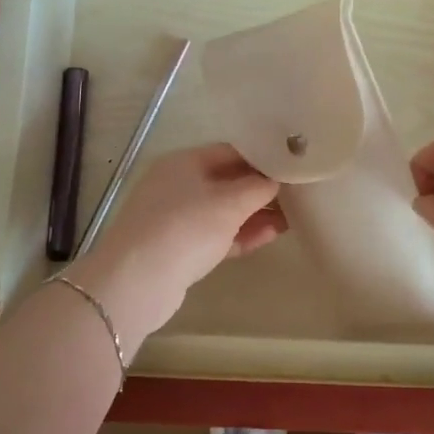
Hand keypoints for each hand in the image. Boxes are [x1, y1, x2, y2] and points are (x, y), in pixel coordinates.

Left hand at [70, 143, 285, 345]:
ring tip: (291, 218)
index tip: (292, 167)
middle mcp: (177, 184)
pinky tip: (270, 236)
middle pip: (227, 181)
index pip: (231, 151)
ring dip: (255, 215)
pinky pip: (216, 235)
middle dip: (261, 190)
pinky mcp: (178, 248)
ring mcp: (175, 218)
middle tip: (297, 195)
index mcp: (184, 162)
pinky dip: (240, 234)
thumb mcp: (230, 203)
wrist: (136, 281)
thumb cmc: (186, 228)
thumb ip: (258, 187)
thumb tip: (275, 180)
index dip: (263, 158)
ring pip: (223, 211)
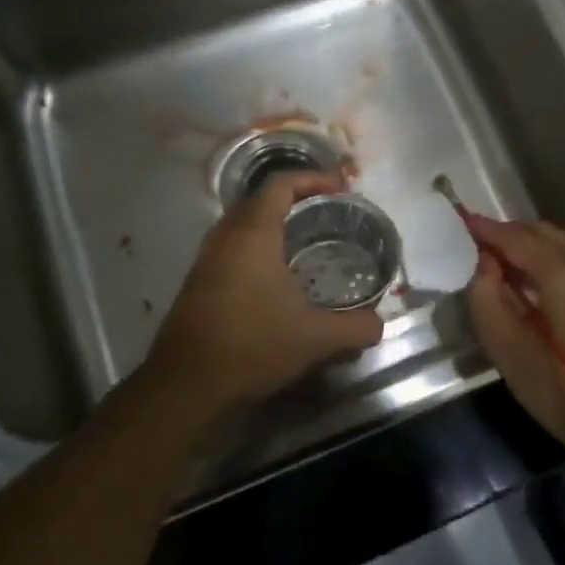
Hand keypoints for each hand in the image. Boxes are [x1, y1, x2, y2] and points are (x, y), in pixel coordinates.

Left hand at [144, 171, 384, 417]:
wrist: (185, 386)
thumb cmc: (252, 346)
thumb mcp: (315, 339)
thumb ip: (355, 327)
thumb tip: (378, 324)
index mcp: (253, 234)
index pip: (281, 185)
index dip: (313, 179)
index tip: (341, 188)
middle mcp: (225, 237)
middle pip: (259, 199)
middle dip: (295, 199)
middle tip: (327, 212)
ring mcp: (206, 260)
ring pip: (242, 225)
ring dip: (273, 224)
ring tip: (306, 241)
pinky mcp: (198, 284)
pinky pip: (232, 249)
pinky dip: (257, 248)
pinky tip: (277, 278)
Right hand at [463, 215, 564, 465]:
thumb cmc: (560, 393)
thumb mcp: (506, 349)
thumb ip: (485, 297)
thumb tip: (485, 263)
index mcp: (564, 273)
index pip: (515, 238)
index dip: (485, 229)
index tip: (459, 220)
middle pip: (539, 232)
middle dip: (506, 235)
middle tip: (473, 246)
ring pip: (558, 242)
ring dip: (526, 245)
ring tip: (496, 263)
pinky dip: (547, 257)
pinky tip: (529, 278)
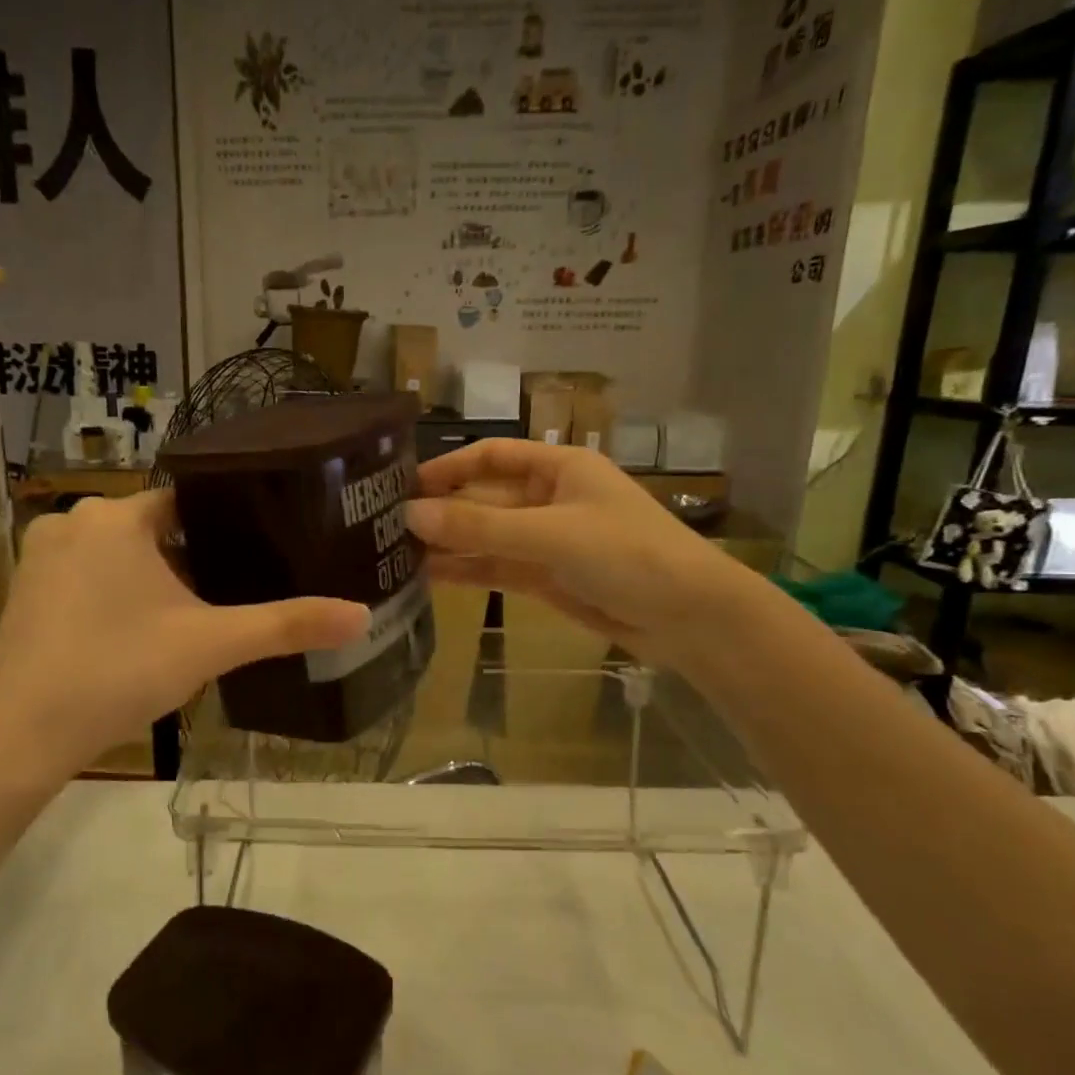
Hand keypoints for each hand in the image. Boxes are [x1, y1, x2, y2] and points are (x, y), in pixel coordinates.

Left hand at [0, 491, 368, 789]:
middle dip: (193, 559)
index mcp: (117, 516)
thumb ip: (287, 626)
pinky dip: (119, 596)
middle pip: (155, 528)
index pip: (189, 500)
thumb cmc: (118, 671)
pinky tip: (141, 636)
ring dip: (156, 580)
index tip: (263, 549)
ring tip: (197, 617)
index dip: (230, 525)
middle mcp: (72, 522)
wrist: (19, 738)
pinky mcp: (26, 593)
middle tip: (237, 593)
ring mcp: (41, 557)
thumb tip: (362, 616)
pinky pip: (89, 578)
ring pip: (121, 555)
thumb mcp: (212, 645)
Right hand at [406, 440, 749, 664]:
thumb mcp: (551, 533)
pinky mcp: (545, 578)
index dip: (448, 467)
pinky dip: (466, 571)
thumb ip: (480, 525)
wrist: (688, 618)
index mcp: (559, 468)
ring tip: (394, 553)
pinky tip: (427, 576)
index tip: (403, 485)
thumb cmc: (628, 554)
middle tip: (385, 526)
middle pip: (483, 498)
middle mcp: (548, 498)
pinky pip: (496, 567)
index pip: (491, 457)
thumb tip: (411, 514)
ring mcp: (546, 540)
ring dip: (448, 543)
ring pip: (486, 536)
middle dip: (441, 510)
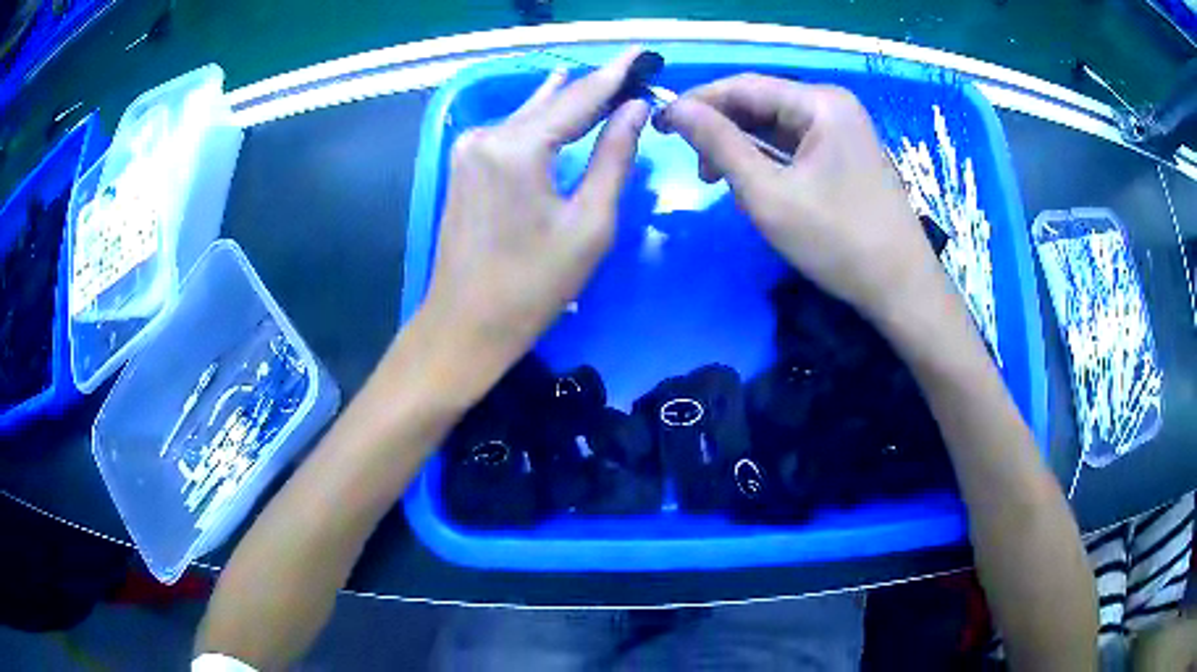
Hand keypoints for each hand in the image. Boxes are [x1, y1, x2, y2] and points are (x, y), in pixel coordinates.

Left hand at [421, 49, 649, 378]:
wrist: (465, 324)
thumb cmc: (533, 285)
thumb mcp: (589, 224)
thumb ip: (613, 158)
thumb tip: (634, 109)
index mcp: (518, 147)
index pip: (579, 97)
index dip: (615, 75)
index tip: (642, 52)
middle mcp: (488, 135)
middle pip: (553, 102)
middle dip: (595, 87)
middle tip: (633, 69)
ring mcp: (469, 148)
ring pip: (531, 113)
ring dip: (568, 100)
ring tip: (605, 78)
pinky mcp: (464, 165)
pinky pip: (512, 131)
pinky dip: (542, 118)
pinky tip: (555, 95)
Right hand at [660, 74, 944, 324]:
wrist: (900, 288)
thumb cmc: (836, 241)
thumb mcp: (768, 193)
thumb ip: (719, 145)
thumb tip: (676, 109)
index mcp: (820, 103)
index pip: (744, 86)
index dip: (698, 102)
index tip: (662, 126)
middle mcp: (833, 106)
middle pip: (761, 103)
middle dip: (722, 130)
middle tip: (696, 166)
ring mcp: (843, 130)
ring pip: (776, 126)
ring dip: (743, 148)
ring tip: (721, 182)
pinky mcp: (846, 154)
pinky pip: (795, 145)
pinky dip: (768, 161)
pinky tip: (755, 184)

-------------------------

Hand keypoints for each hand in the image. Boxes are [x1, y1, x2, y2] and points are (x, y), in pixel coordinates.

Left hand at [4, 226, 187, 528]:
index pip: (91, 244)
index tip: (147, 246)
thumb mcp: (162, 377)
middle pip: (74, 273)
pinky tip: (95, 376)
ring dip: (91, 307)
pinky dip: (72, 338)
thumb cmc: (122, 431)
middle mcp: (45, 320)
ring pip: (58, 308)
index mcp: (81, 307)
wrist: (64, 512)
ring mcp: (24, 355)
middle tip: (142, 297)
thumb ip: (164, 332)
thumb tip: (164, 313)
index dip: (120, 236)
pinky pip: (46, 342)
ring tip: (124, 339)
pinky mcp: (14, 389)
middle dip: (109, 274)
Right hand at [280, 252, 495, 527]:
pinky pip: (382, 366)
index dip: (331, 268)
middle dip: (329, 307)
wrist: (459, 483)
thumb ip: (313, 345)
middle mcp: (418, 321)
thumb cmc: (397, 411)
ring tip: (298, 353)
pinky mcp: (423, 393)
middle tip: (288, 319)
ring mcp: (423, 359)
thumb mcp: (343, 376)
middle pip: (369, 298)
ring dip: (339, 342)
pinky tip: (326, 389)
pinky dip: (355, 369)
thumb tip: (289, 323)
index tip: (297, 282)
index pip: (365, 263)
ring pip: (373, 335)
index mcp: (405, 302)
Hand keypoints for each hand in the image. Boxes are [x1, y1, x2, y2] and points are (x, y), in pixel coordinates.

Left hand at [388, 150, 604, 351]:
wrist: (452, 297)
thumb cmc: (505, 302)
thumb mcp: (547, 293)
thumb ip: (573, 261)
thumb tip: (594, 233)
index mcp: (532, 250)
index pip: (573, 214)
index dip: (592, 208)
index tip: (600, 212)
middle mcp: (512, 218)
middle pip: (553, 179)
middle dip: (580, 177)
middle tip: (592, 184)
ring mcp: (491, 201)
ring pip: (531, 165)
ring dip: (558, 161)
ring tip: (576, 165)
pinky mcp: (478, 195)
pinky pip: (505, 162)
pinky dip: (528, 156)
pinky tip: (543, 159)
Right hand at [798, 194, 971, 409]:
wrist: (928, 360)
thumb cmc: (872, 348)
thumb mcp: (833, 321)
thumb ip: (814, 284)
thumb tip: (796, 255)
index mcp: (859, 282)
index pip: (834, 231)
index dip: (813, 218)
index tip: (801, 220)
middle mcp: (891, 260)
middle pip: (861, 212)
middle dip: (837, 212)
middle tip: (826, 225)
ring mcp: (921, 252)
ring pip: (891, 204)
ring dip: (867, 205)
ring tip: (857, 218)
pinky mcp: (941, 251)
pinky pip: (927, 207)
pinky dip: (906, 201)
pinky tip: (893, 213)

-------------------------

> _TASK PROMPT_:
What belongs in the answer is each line from the listing above that contains "Right".

> _EXPECTED OUTPUT_:
Right hand at [463, 215, 564, 465]:
Right hand at [406, 440, 749, 664]:
Right hand at [660, 74, 944, 324]:
Right hand at [280, 252, 495, 527]:
Right hand at [798, 194, 971, 409]:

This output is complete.